◆ **INSTRUCTIONS FOR THE TASK**:
Gather all lines in the records below that include the word "Rural".

(Stored items)
........

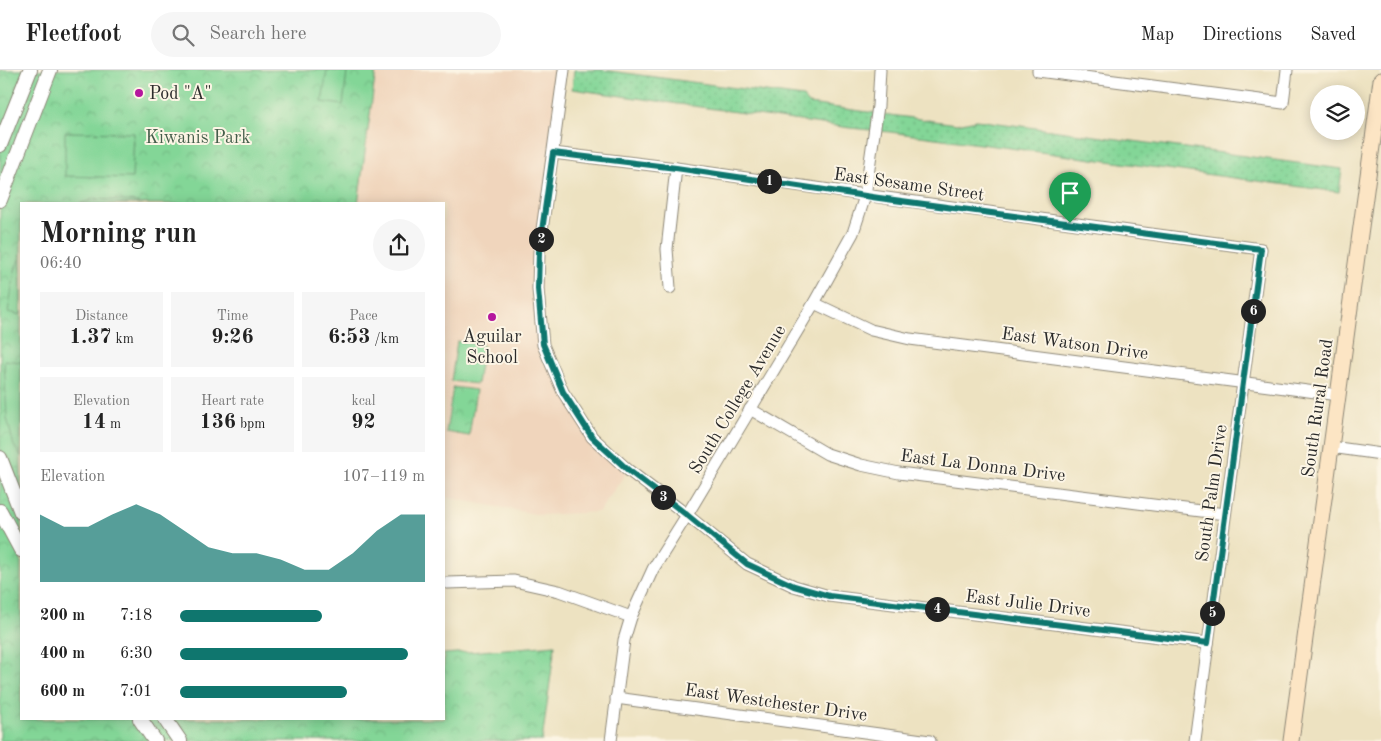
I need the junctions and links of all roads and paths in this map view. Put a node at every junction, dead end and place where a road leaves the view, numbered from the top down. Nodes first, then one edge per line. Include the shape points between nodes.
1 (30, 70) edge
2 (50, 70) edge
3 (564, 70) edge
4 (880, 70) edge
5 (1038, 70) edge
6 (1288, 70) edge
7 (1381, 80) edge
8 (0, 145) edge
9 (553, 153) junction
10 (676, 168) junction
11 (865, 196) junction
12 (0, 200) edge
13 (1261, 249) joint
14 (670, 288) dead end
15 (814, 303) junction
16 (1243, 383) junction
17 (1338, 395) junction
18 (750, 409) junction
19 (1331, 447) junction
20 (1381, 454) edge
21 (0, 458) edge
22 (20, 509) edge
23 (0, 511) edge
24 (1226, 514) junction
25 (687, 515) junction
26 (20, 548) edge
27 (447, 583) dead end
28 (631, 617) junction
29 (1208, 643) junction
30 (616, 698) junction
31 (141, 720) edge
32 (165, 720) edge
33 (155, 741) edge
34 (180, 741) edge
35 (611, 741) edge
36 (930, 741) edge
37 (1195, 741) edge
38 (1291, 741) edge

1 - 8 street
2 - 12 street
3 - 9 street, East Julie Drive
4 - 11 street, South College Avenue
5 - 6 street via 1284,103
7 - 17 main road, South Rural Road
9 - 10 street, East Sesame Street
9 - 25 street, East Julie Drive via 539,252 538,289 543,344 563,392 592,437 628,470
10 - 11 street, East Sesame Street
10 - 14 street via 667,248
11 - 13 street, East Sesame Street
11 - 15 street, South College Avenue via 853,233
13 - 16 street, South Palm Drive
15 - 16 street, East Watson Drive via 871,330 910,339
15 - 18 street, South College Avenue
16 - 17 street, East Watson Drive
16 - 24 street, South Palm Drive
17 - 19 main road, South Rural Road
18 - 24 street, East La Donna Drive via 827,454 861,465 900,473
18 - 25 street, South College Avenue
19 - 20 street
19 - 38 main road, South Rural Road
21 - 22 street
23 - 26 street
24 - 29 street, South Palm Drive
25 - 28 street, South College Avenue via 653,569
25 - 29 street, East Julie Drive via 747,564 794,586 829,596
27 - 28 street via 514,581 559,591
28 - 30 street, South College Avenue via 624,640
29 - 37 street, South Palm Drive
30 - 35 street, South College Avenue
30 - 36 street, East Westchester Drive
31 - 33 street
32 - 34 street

........

◆ **REPLY**:
7 - 17 main road, South Rural Road
17 - 19 main road, South Rural Road
19 - 38 main road, South Rural Road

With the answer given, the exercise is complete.